Your goal
Check each line of the listing, and copy it if it contains the word "canvas".

··········

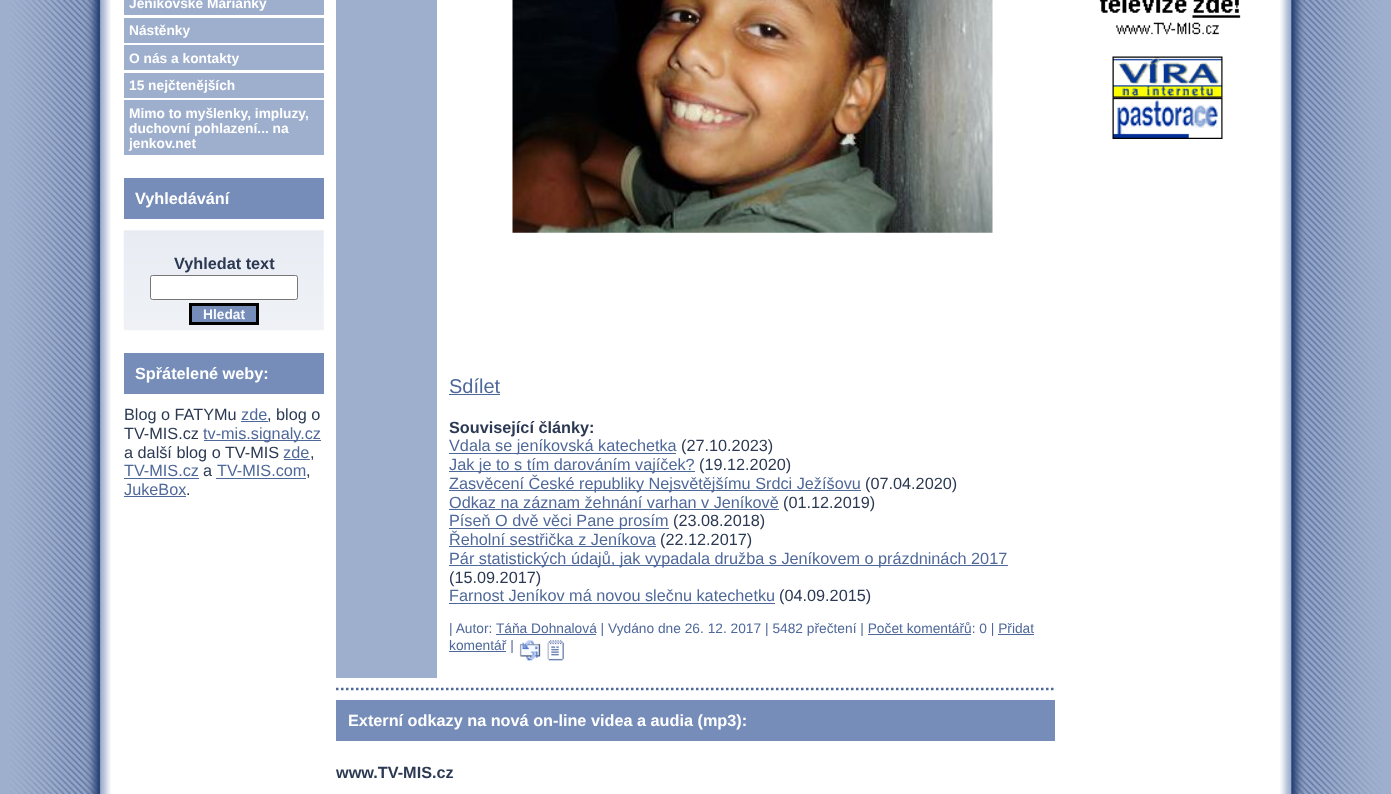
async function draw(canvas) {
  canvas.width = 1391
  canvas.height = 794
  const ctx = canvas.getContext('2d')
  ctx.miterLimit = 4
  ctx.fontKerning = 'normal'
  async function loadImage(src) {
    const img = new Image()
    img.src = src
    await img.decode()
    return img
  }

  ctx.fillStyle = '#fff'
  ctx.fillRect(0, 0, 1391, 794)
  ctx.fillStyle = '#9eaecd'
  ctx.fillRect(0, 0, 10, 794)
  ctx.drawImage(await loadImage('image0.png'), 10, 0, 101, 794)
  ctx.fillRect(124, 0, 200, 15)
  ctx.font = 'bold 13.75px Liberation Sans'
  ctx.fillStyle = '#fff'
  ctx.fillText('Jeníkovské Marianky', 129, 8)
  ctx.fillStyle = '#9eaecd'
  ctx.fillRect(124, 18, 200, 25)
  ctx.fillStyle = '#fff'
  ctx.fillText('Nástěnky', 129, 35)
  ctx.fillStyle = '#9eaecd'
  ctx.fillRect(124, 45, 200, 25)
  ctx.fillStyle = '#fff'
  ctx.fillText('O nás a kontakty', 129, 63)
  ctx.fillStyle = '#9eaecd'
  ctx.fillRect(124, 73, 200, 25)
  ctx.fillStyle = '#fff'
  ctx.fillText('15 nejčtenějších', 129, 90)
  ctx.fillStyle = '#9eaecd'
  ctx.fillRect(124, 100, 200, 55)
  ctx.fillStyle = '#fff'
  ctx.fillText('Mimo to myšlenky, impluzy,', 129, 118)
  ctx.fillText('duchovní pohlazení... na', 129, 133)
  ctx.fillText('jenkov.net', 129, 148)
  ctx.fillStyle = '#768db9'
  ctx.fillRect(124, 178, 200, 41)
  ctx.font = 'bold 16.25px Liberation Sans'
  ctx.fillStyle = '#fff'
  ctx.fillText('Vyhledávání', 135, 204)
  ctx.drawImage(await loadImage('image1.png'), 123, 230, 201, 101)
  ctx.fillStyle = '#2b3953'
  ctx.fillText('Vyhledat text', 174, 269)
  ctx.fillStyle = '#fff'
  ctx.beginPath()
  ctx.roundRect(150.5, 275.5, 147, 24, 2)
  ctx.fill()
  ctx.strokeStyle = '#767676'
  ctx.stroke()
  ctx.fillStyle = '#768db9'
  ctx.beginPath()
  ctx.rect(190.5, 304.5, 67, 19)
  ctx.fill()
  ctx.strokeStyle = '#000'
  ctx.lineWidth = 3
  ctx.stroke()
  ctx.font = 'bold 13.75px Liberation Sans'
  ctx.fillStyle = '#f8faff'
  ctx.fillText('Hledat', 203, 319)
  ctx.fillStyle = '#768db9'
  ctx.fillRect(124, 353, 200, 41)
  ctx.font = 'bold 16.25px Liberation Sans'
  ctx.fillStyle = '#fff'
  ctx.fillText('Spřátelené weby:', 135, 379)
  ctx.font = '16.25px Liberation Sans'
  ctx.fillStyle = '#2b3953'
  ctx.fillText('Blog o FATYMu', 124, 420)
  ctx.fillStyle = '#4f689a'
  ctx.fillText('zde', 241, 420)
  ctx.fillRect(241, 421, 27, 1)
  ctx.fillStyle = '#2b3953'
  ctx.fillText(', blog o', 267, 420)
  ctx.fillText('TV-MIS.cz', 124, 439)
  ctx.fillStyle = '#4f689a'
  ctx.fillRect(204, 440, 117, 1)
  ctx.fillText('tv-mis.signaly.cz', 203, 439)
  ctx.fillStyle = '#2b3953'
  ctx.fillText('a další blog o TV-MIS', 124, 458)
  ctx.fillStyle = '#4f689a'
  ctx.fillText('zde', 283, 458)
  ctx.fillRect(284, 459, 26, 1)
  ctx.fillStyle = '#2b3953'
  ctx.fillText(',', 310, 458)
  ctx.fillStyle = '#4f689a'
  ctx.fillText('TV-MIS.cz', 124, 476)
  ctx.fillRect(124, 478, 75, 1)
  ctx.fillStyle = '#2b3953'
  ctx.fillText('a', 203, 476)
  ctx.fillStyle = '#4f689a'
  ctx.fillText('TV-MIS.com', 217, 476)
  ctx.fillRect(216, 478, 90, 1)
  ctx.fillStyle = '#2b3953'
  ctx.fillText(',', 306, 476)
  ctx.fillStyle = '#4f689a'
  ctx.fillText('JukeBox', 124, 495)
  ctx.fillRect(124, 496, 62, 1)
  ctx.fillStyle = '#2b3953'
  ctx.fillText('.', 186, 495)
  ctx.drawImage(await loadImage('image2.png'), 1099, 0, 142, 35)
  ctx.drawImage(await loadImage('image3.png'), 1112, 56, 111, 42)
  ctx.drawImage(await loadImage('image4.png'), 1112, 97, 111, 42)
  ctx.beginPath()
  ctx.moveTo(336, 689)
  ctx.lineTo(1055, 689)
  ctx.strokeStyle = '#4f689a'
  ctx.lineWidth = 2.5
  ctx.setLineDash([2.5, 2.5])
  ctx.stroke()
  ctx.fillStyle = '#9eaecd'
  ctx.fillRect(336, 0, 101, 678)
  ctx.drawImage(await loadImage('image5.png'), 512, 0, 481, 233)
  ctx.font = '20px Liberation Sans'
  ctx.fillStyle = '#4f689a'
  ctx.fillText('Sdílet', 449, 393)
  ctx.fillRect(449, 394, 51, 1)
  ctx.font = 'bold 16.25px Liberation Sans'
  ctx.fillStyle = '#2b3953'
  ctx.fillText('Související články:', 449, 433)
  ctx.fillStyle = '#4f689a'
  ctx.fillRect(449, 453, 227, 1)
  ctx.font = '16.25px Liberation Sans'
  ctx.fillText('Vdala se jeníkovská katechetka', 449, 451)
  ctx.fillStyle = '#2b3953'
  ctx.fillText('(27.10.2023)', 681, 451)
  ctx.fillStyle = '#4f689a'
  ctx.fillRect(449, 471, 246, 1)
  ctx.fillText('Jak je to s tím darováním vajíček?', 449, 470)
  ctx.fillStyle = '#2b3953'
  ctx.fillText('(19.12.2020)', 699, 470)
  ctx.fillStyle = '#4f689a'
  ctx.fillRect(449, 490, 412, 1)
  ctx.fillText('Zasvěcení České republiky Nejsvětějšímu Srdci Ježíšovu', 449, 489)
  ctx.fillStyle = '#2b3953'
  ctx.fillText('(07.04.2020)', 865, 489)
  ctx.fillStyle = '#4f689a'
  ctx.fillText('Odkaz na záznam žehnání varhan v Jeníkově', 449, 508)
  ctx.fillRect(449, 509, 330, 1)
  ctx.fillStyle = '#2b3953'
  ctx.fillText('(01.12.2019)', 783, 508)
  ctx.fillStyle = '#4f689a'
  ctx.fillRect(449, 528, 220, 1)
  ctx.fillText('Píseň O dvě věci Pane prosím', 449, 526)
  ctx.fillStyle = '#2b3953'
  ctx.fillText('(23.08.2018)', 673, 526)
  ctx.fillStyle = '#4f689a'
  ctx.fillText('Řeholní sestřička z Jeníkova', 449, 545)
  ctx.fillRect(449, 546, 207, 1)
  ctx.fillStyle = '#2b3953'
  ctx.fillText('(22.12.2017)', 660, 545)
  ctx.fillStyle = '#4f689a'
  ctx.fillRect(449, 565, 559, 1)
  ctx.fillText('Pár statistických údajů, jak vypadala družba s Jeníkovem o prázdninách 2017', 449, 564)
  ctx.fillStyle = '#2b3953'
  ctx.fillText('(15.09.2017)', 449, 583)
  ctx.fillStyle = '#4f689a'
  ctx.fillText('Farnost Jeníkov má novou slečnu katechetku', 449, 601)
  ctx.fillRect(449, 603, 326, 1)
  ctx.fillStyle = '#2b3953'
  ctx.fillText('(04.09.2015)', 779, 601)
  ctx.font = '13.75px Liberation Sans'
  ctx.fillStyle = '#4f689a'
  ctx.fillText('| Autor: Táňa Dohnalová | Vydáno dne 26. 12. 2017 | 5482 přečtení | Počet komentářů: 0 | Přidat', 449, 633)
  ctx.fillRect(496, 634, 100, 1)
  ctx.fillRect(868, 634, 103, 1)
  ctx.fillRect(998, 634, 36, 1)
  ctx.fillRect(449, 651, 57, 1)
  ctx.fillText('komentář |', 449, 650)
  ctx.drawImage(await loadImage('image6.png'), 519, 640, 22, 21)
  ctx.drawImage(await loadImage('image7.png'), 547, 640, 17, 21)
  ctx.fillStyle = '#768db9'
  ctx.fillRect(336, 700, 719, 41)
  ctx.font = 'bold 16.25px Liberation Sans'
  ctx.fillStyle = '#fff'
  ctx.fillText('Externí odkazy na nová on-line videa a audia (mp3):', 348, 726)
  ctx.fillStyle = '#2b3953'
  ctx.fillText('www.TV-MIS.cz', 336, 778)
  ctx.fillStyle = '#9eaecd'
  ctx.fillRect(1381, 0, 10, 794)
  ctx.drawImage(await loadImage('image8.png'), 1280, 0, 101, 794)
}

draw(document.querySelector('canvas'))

··········

Answer below
async function draw(canvas) {
  canvas.width = 1391
  canvas.height = 794
  const ctx = canvas.getContext('2d')
draw(document.querySelector('canvas'))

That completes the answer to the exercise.